§ **Required work**: Copy the records below in full, keeping each word as it is but omitting the pictures.

[Opening Provided entries section]

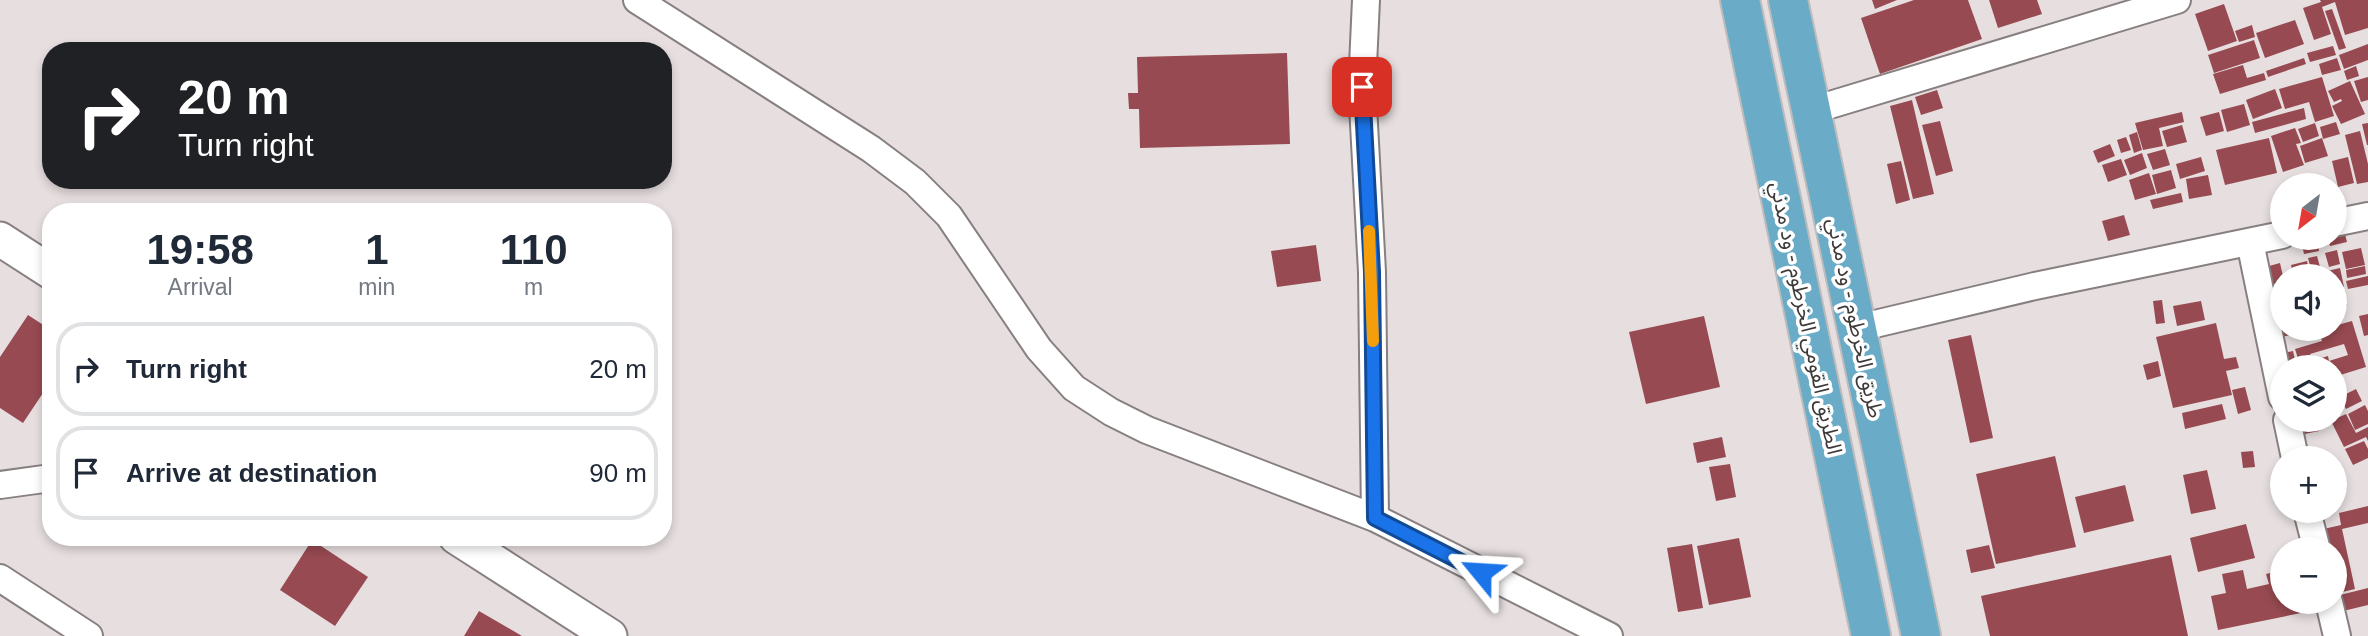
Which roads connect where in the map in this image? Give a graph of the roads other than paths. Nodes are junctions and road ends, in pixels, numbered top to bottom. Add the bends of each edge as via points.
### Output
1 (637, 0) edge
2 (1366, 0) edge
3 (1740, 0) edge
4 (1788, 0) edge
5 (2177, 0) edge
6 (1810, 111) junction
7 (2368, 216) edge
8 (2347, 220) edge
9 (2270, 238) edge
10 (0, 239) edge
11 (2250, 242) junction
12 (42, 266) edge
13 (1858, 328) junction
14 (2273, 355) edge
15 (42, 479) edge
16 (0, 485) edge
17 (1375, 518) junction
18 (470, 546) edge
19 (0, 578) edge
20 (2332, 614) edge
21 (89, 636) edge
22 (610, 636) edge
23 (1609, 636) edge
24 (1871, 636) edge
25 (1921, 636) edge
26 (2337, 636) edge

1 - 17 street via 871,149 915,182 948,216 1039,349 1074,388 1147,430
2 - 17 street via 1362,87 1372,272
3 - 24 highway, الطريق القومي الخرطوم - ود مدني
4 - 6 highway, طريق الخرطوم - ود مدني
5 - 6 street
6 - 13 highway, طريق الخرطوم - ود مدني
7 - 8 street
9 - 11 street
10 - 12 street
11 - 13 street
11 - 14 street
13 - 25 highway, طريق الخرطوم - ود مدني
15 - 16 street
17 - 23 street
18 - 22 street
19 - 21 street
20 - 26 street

[Closing Provided entries section]

§ **Written solution**:
Which roads connect where in the map in this image? Give a graph of the roads other than paths. Nodes are junctions and road ends, in pixels, numbered top to bottom. Add the bends of each edge as via points.
### Output
1 (637, 0) edge
2 (1366, 0) edge
3 (1740, 0) edge
4 (1788, 0) edge
5 (2177, 0) edge
6 (1810, 111) junction
7 (2368, 216) edge
8 (2347, 220) edge
9 (2270, 238) edge
10 (0, 239) edge
11 (2250, 242) junction
12 (42, 266) edge
13 (1858, 328) junction
14 (2273, 355) edge
15 (42, 479) edge
16 (0, 485) edge
17 (1375, 518) junction
18 (470, 546) edge
19 (0, 578) edge
20 (2332, 614) edge
21 (89, 636) edge
22 (610, 636) edge
23 (1609, 636) edge
24 (1871, 636) edge
25 (1921, 636) edge
26 (2337, 636) edge

1 - 17 street via 871,149 915,182 948,216 1039,349 1074,388 1147,430
2 - 17 street via 1362,87 1372,272
3 - 24 highway, الطريق القومي الخرطوم - ود مدني
4 - 6 highway, طريق الخرطوم - ود مدني
5 - 6 street
6 - 13 highway, طريق الخرطوم - ود مدني
7 - 8 street
9 - 11 street
10 - 12 street
11 - 13 street
11 - 14 street
13 - 25 highway, طريق الخرطوم - ود مدني
15 - 16 street
17 - 23 street
18 - 22 street
19 - 21 street
20 - 26 street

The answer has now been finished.